# Removing Sticky Goo



## MattS (Oct 15, 2006)

Our tt had large stock numbers on it from the dealer- we just got around to taking them off (meaning we got the ladder out) so they're gone, but the sticky goo remains. What can we use to get that off w/o damaging the exterior?


----------



## skippershe (May 22, 2006)

Try rubbing alcohol...that's what I used to get our stock number residue off of the front cap. It worked really well...

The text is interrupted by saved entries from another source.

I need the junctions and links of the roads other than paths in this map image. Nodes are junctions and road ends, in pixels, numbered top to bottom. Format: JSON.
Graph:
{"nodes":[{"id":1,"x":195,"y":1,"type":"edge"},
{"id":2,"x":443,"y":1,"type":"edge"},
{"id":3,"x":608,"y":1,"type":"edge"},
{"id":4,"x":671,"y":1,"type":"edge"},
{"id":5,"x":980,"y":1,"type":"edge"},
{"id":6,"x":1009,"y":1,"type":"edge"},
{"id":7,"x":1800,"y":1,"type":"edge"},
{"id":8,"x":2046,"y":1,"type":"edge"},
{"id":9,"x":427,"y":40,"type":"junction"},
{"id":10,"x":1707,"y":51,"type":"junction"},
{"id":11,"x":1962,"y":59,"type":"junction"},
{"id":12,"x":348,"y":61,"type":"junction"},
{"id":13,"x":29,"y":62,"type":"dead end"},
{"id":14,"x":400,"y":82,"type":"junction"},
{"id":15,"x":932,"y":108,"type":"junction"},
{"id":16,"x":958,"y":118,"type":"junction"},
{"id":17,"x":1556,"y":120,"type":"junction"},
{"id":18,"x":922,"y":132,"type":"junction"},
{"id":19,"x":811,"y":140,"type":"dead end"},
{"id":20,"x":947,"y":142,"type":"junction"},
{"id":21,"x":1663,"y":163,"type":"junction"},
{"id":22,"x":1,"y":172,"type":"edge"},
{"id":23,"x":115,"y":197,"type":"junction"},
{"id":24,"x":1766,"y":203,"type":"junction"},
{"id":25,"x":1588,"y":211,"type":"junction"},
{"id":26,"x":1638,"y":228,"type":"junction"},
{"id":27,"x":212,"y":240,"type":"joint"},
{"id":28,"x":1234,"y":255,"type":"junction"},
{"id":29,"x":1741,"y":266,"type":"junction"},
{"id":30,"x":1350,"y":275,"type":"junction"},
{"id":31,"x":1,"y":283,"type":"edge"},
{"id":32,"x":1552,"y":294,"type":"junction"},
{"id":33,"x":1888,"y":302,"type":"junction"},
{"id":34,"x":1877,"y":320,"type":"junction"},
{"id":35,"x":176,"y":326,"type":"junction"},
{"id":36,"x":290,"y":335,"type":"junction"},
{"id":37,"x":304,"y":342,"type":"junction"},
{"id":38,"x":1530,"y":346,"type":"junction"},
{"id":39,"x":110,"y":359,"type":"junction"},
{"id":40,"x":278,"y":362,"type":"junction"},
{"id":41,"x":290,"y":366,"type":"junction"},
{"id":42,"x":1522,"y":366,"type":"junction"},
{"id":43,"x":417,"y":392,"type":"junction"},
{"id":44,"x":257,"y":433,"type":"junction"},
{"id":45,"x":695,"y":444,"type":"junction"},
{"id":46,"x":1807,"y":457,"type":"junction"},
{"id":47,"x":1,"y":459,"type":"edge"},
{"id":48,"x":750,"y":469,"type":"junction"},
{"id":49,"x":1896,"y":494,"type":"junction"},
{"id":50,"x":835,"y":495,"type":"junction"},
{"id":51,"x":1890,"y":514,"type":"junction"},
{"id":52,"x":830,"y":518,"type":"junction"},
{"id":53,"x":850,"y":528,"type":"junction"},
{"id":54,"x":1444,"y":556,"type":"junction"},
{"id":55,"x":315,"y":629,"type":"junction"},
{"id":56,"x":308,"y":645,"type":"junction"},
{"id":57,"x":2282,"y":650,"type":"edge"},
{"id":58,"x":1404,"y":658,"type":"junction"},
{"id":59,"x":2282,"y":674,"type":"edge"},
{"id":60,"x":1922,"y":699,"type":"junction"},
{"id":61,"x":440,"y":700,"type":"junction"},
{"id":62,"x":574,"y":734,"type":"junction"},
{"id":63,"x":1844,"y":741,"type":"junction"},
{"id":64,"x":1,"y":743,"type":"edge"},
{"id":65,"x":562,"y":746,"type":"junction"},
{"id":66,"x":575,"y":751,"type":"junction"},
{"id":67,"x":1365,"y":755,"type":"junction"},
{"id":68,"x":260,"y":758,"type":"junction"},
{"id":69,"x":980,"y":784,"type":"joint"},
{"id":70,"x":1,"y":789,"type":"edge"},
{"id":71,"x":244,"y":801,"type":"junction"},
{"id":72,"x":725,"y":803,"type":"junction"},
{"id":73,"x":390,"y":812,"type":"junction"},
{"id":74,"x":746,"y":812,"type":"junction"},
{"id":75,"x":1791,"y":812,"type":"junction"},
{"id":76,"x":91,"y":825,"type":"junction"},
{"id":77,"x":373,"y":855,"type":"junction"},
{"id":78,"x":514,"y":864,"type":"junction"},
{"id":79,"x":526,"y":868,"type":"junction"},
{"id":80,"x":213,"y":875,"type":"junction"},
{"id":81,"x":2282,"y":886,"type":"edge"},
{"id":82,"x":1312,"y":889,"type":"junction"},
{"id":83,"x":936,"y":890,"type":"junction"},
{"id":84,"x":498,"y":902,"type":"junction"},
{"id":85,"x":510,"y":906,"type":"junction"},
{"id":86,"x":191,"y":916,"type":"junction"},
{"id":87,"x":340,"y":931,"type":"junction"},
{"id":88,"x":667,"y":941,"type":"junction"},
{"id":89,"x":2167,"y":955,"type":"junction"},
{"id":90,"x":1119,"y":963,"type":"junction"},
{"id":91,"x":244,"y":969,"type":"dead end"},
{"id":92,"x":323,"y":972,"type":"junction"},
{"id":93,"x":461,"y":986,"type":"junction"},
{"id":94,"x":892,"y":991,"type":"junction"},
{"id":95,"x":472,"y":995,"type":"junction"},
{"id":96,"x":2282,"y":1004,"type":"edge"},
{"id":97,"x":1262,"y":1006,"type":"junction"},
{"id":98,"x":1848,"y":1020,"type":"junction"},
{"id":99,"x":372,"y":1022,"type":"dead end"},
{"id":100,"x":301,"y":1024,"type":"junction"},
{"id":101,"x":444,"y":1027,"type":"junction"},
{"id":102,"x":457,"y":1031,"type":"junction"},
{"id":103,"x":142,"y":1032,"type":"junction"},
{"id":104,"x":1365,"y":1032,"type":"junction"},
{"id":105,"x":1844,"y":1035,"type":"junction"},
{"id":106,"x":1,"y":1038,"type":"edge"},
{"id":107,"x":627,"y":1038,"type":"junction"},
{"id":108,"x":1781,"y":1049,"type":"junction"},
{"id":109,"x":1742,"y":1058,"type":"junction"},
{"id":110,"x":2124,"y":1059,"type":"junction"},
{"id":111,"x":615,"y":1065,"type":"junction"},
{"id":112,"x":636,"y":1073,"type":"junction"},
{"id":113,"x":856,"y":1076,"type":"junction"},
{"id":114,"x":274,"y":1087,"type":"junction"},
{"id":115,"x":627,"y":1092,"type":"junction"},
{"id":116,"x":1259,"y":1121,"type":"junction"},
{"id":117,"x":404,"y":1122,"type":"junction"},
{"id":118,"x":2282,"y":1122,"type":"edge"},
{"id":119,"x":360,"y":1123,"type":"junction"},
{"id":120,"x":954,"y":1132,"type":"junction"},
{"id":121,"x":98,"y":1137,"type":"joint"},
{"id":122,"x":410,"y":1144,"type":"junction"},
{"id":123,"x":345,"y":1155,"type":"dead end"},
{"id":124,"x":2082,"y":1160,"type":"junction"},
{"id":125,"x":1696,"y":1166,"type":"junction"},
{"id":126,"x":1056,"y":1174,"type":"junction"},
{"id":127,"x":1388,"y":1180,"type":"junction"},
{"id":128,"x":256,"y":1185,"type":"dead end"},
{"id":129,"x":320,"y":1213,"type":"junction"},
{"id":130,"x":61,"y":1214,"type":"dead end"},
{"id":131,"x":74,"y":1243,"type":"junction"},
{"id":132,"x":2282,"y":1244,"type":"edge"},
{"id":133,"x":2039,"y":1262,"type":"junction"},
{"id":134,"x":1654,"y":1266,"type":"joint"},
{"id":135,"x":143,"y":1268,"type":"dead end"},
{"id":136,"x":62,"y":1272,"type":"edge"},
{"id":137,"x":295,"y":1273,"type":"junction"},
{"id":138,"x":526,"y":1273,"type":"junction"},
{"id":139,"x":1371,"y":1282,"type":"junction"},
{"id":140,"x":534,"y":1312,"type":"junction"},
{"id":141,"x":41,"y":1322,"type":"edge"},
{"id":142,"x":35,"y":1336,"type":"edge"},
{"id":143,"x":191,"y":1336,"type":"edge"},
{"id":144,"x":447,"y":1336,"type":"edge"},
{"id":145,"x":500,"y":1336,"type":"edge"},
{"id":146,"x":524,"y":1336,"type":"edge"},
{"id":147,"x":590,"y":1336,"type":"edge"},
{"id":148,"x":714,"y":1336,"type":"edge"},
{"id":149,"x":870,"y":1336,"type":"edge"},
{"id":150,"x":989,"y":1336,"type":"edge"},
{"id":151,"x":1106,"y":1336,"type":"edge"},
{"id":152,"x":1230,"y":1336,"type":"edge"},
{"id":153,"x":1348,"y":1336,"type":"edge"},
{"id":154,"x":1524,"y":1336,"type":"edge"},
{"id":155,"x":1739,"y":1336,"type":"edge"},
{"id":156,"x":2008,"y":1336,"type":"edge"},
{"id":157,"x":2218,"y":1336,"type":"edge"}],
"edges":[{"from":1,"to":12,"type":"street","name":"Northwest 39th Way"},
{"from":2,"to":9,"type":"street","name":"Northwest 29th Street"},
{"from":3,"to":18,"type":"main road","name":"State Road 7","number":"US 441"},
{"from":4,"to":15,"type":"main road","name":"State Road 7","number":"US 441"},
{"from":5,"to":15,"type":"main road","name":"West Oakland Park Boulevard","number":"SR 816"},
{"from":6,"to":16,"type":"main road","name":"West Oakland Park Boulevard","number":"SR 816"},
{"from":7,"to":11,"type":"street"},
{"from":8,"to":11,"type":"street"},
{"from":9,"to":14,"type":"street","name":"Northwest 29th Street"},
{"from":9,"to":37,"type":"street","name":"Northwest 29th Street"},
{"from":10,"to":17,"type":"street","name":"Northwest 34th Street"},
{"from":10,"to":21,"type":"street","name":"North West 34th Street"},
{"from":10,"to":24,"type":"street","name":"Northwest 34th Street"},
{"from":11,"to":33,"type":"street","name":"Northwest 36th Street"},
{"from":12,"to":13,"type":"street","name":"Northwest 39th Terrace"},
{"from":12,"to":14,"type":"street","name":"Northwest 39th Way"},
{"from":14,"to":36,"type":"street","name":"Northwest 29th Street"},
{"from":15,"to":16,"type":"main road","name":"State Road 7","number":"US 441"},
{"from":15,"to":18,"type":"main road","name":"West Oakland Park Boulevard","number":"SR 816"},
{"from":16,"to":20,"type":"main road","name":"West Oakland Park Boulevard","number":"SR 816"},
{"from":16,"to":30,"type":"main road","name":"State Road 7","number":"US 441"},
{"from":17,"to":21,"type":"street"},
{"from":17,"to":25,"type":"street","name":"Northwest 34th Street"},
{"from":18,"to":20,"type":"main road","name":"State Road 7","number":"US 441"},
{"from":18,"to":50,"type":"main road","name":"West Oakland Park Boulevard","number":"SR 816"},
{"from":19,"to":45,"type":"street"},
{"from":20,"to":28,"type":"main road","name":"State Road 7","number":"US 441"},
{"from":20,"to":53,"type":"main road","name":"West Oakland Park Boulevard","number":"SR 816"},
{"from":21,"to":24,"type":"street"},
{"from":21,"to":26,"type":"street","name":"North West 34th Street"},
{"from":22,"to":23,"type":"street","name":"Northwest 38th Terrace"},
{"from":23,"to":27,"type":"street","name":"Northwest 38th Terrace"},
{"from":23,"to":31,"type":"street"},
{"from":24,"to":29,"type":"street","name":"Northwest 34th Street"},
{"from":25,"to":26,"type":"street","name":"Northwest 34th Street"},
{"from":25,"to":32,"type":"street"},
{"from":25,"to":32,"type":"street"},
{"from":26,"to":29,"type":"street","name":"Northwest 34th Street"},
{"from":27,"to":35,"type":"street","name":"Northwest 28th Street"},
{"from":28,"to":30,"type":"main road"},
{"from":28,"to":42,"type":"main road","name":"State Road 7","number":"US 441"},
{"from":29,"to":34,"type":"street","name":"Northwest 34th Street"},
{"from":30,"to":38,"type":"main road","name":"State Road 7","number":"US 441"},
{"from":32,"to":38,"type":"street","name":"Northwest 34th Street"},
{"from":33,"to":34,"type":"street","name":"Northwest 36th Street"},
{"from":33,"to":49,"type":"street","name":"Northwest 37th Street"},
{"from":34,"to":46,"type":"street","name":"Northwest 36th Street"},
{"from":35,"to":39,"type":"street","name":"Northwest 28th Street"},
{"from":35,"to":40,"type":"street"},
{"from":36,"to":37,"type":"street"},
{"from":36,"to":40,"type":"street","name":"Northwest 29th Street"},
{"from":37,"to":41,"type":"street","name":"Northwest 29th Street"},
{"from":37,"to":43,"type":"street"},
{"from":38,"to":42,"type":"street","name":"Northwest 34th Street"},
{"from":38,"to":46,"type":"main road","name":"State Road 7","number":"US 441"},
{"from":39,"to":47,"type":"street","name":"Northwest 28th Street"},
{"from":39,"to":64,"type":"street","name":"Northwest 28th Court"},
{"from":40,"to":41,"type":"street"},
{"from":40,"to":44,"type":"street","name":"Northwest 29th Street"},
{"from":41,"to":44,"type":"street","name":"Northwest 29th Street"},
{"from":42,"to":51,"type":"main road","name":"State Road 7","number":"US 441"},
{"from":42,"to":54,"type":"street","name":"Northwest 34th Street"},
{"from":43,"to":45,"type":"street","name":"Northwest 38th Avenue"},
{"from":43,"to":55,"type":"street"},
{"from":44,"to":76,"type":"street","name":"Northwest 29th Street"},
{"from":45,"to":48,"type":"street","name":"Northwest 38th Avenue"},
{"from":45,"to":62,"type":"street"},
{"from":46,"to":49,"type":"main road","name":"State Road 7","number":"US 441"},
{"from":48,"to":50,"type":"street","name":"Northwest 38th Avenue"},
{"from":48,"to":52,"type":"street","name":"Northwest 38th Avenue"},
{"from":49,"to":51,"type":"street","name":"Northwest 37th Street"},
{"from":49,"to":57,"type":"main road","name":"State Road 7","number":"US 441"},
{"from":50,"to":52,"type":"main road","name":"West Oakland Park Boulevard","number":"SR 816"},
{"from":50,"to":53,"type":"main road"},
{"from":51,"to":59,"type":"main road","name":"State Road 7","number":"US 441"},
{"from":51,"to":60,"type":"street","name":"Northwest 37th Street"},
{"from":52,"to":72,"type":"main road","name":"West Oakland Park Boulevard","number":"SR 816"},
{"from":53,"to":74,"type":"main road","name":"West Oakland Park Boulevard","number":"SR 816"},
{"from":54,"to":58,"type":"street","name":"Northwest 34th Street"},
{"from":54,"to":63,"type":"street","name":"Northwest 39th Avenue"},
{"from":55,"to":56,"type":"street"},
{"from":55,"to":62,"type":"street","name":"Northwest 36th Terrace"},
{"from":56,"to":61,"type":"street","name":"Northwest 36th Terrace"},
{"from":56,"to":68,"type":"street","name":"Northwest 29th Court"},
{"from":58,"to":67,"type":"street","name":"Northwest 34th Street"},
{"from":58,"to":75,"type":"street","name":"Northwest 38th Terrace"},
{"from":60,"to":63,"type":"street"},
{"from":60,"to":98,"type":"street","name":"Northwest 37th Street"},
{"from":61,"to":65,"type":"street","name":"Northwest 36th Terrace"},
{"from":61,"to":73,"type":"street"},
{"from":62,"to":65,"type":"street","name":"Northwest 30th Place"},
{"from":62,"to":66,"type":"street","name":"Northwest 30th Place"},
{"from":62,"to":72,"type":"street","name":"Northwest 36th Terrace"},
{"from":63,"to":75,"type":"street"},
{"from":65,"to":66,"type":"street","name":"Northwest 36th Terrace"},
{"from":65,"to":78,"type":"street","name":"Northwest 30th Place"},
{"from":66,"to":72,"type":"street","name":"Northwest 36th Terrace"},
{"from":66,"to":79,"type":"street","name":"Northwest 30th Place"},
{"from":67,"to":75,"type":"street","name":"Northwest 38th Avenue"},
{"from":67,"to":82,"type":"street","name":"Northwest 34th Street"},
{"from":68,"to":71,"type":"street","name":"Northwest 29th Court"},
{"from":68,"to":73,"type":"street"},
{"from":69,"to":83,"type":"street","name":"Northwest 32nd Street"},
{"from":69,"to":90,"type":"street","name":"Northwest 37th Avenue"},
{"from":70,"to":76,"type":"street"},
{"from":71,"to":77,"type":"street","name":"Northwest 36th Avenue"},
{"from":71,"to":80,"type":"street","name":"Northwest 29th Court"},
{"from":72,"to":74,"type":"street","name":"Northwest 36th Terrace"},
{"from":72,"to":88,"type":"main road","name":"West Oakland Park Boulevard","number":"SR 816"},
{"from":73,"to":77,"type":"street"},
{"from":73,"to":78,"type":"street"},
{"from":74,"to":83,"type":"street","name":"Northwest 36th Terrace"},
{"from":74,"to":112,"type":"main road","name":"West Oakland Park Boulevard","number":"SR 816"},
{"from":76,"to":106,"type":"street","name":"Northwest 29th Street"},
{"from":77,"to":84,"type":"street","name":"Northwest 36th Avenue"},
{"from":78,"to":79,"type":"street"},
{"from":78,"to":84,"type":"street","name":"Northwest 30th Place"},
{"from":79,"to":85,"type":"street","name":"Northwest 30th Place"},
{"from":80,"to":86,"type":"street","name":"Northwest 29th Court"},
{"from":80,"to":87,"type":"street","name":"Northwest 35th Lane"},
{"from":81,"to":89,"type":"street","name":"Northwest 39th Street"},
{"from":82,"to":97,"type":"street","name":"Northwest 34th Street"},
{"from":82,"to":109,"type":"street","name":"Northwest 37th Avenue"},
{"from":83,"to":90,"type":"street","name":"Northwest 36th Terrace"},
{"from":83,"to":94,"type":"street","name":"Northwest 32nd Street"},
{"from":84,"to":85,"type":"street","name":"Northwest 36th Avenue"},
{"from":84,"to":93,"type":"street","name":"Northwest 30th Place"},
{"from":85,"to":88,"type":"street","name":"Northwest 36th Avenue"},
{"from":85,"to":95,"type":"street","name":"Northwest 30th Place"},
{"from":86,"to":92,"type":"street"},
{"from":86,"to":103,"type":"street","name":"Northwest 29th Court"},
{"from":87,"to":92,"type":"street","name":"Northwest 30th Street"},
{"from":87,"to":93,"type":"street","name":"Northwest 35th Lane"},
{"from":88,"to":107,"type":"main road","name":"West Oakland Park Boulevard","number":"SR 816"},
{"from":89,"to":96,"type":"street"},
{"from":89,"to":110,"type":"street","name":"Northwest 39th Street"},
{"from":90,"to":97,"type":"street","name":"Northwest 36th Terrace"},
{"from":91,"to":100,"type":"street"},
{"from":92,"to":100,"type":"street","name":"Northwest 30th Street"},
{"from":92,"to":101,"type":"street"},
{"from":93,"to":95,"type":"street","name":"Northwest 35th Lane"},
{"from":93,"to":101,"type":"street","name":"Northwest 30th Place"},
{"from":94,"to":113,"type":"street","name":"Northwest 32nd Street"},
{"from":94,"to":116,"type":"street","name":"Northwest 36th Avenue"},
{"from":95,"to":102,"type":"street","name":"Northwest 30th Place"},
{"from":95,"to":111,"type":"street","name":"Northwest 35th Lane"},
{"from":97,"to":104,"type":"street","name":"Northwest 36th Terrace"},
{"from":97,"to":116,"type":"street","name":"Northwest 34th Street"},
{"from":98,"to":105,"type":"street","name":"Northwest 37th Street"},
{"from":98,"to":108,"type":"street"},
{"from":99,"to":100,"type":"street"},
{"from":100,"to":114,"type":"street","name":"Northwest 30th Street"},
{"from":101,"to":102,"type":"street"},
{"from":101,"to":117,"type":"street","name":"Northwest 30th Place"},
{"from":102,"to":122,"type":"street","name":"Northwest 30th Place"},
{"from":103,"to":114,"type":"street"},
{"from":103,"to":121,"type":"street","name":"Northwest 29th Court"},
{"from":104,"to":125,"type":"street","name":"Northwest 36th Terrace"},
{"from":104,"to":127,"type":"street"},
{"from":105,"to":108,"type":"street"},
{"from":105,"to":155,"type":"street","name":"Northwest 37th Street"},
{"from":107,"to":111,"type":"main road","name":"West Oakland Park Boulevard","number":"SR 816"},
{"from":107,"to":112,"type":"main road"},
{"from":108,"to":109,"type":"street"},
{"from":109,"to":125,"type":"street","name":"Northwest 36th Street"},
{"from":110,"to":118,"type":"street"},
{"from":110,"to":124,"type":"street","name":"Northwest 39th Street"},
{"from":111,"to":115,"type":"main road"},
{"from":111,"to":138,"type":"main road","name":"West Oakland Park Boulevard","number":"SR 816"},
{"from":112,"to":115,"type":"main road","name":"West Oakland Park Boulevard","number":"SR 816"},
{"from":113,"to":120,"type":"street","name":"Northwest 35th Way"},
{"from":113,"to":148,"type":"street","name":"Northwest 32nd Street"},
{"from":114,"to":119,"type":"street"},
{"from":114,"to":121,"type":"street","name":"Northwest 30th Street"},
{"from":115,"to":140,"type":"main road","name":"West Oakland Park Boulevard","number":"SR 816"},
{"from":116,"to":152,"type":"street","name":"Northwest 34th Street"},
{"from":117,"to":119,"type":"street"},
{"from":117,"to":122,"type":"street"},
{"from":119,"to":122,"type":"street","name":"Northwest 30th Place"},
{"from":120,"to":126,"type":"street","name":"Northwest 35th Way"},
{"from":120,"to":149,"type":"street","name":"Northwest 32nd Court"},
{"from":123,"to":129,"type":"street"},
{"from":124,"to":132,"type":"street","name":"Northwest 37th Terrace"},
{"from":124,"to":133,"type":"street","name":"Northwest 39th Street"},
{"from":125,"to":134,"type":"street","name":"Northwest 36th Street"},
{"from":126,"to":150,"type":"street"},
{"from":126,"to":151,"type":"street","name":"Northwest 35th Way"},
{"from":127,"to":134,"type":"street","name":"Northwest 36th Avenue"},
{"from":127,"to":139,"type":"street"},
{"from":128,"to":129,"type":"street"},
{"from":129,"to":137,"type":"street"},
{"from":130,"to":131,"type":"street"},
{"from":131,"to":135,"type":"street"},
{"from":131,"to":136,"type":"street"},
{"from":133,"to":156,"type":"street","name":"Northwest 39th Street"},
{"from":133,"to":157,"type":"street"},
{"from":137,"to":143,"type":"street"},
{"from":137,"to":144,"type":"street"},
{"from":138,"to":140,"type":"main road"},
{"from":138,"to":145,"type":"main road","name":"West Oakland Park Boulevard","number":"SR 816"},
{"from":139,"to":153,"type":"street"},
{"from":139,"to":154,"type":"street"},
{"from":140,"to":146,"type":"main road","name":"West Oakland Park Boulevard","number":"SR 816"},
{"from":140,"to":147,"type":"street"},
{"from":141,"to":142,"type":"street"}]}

Cool, now your Outback won't look like a rental anymore either


----------



## GarethsDad (Apr 4, 2007)

Goof Off http://www.drugstore.com/products/prod.asp...UY-PLST-0-BRAND . James


----------



## FraTra (Aug 21, 2006)

WD40. Really!


----------



## Calvin&Hobbes (May 24, 2006)

FraTra said:


> WD40. Really!


X2


----------



## hpapa4 (Apr 11, 2007)

I work retail and the adhesive we use on labels is a bear to remove. We use GooGone to get the adhesive off. It is citrus based so it is safe to use just about anywhere.


----------



## Moosegut (Sep 24, 2005)

hpapa4 said:


> I work retail and the adhesive we use on labels is a bear to remove. We use GooGone to get the adhesive off. It is citrus based so it is safe to use just about anywhere.


X2


----------



## Ghosty (Jan 17, 2005)

GarethsDad said:


> Goof Off http://www.drugstore.com/products/prod.asp...UY-PLST-0-BRAND . James


X4

Use GoofOff

But don't use GoofOff 2 -- that will take anything off of anything -- strips it to the bone...


----------



## GlenninTexas (Aug 11, 2004)

Just remember these two nuggets of wisdom'

If it moves but shouldn't, Duct Tape it

If it should move but doesn't, WD-40 it.

Regards, Glenn


----------



## jlukens (Oct 3, 2006)

Goo Gone is the best.


----------



## Thor (Apr 7, 2004)

Goo Gone & WD40 for us - both work very well.

Thor


----------



## Scoutr2 (Aug 21, 2006)

Ghosty said:


> Goof Off http://www.drugstore.com/products/prod.asp...UY-PLST-0-BRAND . James


X4

[/quote]

X5! WD40 does a lot of stuff besides lubricate. It also works well for taking off tree sap, tar and other mysterious stuff that seems to accumulate on the exterior of the Outback.

Mike


----------



## California Jim (Dec 11, 2003)

I'm sure that Goo Gone works well, but since I always seem to have a can of lacquer thinner in the garage I use this instead. Adhesives wipe right off.


----------



## skippershe (May 22, 2006)

So Matt









Didja ever get the sticky stuff off? What was your Goo remover of choice??


----------



## MattS (Oct 15, 2006)

Yeah we haven't done it yet b/c the tt is not parked here- its at the storage lot so the next time we head down that way we'll do it. Not sure when that will be, it may be parked for months at this point


----------